> [YOUR OBJECTIVE]:
A verbatim copy of the data below is the required output.

[Dataset entries]
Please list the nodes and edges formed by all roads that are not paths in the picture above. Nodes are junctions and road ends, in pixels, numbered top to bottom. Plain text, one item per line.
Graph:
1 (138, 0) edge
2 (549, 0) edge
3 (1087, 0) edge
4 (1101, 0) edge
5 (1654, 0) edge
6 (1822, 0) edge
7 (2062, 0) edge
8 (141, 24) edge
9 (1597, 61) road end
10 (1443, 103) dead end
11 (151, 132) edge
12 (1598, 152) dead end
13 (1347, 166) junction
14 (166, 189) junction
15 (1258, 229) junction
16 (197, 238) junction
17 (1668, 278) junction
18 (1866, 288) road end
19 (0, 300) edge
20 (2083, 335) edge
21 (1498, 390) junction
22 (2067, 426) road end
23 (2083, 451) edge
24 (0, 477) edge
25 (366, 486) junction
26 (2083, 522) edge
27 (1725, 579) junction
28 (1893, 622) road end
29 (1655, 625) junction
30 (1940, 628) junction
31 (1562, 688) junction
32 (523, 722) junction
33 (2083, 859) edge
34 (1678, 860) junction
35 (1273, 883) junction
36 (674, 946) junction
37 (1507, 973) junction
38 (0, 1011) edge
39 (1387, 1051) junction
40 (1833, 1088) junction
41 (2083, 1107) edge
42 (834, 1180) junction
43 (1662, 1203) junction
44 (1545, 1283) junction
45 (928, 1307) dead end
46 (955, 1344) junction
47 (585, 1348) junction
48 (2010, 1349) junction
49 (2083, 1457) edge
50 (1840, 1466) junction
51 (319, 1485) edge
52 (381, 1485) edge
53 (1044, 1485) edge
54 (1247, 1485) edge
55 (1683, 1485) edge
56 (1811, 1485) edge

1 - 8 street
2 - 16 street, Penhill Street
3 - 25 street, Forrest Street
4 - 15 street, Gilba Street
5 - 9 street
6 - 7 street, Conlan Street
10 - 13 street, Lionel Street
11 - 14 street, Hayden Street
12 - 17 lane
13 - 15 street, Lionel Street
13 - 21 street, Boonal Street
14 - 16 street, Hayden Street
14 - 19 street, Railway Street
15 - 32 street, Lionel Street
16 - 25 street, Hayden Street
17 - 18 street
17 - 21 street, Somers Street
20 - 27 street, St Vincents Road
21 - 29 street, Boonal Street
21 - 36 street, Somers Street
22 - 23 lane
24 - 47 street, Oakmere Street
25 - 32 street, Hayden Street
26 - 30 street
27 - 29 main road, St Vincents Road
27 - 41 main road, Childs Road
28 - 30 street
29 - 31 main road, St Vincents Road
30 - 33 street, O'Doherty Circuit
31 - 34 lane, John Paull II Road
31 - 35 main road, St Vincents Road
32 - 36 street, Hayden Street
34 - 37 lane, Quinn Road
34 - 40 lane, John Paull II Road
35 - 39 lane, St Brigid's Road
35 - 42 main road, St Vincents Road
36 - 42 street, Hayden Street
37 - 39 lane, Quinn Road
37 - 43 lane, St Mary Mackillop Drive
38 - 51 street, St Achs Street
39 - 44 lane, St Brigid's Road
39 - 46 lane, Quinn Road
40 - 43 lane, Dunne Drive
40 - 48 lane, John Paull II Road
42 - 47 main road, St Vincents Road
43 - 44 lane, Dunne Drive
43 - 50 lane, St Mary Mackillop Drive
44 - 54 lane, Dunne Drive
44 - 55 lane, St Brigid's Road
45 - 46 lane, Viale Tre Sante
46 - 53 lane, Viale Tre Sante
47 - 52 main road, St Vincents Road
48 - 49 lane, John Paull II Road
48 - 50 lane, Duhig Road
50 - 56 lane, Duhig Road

> [THE ANSWER]:
Please list the nodes and edges formed by all roads that are not paths in the picture above. Nodes are junctions and road ends, in pixels, numbered top to bottom. Plain text, one item per line.
Graph:
1 (138, 0) edge
2 (549, 0) edge
3 (1087, 0) edge
4 (1101, 0) edge
5 (1654, 0) edge
6 (1822, 0) edge
7 (2062, 0) edge
8 (141, 24) edge
9 (1597, 61) road end
10 (1443, 103) dead end
11 (151, 132) edge
12 (1598, 152) dead end
13 (1347, 166) junction
14 (166, 189) junction
15 (1258, 229) junction
16 (197, 238) junction
17 (1668, 278) junction
18 (1866, 288) road end
19 (0, 300) edge
20 (2083, 335) edge
21 (1498, 390) junction
22 (2067, 426) road end
23 (2083, 451) edge
24 (0, 477) edge
25 (366, 486) junction
26 (2083, 522) edge
27 (1725, 579) junction
28 (1893, 622) road end
29 (1655, 625) junction
30 (1940, 628) junction
31 (1562, 688) junction
32 (523, 722) junction
33 (2083, 859) edge
34 (1678, 860) junction
35 (1273, 883) junction
36 (674, 946) junction
37 (1507, 973) junction
38 (0, 1011) edge
39 (1387, 1051) junction
40 (1833, 1088) junction
41 (2083, 1107) edge
42 (834, 1180) junction
43 (1662, 1203) junction
44 (1545, 1283) junction
45 (928, 1307) dead end
46 (955, 1344) junction
47 (585, 1348) junction
48 (2010, 1349) junction
49 (2083, 1457) edge
50 (1840, 1466) junction
51 (319, 1485) edge
52 (381, 1485) edge
53 (1044, 1485) edge
54 (1247, 1485) edge
55 (1683, 1485) edge
56 (1811, 1485) edge

1 - 8 street
2 - 16 street, Penhill Street
3 - 25 street, Forrest Street
4 - 15 street, Gilba Street
5 - 9 street
6 - 7 street, Conlan Street
10 - 13 street, Lionel Street
11 - 14 street, Hayden Street
12 - 17 lane
13 - 15 street, Lionel Street
13 - 21 street, Boonal Street
14 - 16 street, Hayden Street
14 - 19 street, Railway Street
15 - 32 street, Lionel Street
16 - 25 street, Hayden Street
17 - 18 street
17 - 21 street, Somers Street
20 - 27 street, St Vincents Road
21 - 29 street, Boonal Street
21 - 36 street, Somers Street
22 - 23 lane
24 - 47 street, Oakmere Street
25 - 32 street, Hayden Street
26 - 30 street
27 - 29 main road, St Vincents Road
27 - 41 main road, Childs Road
28 - 30 street
29 - 31 main road, St Vincents Road
30 - 33 street, O'Doherty Circuit
31 - 34 lane, John Paull II Road
31 - 35 main road, St Vincents Road
32 - 36 street, Hayden Street
34 - 37 lane, Quinn Road
34 - 40 lane, John Paull II Road
35 - 39 lane, St Brigid's Road
35 - 42 main road, St Vincents Road
36 - 42 street, Hayden Street
37 - 39 lane, Quinn Road
37 - 43 lane, St Mary Mackillop Drive
38 - 51 street, St Achs Street
39 - 44 lane, St Brigid's Road
39 - 46 lane, Quinn Road
40 - 43 lane, Dunne Drive
40 - 48 lane, John Paull II Road
42 - 47 main road, St Vincents Road
43 - 44 lane, Dunne Drive
43 - 50 lane, St Mary Mackillop Drive
44 - 54 lane, Dunne Drive
44 - 55 lane, St Brigid's Road
45 - 46 lane, Viale Tre Sante
46 - 53 lane, Viale Tre Sante
47 - 52 main road, St Vincents Road
48 - 49 lane, John Paull II Road
48 - 50 lane, Duhig Road
50 - 56 lane, Duhig Road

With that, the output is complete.